Task prompt
Instruction for the data below: set down exactly the lines from the line with "middle tip: (471, 256)" to the line with "index pip: (574, 128)", inclusive, and no others.

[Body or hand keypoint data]
[Start of section]

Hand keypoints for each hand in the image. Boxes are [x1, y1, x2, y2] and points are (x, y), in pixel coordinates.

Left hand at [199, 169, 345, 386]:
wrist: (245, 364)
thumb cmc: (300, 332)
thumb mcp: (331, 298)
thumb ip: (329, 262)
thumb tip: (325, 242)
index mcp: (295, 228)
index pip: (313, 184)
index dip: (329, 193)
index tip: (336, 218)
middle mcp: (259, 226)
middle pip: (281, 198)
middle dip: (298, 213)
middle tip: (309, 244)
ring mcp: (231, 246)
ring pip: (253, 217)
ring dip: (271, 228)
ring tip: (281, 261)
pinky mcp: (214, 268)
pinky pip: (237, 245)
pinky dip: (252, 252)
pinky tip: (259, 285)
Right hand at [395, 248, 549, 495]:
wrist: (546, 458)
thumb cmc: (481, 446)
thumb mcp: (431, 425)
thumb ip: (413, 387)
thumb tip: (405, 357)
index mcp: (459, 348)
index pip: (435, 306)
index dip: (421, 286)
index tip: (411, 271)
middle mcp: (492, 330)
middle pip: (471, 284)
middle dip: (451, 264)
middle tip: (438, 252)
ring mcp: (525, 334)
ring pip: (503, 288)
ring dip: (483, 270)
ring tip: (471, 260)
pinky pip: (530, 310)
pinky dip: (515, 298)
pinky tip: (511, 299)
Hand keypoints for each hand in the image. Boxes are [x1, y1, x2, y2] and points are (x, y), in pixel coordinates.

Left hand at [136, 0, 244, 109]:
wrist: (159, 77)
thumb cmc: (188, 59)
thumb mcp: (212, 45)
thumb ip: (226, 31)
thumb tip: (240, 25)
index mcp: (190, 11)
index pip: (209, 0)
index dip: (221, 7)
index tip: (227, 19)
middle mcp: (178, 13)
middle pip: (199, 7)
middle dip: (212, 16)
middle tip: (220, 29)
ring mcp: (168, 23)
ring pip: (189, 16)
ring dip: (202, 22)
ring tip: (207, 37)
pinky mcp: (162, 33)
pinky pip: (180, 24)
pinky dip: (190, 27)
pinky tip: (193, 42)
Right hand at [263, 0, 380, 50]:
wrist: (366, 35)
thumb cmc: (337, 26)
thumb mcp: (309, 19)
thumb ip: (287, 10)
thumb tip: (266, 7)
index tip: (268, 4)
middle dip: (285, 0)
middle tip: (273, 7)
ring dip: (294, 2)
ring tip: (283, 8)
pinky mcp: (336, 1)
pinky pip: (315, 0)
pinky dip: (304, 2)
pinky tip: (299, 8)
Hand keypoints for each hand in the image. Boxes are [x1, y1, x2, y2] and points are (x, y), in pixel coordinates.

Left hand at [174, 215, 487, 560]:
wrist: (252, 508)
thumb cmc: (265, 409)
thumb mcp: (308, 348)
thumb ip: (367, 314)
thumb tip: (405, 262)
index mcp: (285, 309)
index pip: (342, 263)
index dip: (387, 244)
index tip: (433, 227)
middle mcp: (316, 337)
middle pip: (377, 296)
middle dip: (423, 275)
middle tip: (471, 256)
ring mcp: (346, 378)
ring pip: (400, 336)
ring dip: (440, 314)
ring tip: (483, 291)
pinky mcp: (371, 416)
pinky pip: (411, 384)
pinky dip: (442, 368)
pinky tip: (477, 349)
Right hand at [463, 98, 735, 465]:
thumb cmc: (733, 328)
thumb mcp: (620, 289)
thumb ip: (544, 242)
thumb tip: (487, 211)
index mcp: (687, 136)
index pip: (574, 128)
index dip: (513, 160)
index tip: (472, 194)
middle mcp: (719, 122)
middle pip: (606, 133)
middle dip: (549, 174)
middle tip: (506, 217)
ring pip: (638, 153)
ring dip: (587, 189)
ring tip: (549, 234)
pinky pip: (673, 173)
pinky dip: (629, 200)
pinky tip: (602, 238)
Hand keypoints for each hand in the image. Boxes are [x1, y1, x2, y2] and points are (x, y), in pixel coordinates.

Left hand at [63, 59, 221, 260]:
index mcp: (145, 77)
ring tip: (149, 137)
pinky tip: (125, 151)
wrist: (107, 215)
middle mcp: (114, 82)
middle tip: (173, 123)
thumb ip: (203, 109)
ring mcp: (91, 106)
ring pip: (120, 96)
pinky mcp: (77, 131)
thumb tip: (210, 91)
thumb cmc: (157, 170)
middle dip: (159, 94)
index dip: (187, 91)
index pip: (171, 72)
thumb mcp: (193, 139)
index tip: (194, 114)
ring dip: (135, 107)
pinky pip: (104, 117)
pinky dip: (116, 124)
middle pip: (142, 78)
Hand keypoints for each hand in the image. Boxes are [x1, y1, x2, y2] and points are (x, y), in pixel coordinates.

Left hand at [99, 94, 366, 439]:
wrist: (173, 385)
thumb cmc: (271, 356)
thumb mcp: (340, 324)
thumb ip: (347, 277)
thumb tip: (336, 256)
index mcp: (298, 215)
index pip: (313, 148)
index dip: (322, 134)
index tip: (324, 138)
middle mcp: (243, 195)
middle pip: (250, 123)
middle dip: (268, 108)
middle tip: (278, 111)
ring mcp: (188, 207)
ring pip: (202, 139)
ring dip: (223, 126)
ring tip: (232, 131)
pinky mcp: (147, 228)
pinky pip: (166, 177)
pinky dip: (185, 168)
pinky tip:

[End of section]

The completed task
middle tip: (471, 256)
ring mcp: (346, 378)
ring pip: (400, 336)
ring dip: (440, 314)
ring tip: (483, 291)
pinky mcp: (371, 416)
pinky pip: (411, 384)
pinky dip: (442, 368)
pinky tip: (477, 349)
Right hand at [463, 98, 735, 465]:
thumb cmc: (733, 328)
thumb mcp: (620, 289)
thumb ip: (544, 242)
thumb tip: (487, 211)
index mcp: (687, 136)
index pip: (574, 128)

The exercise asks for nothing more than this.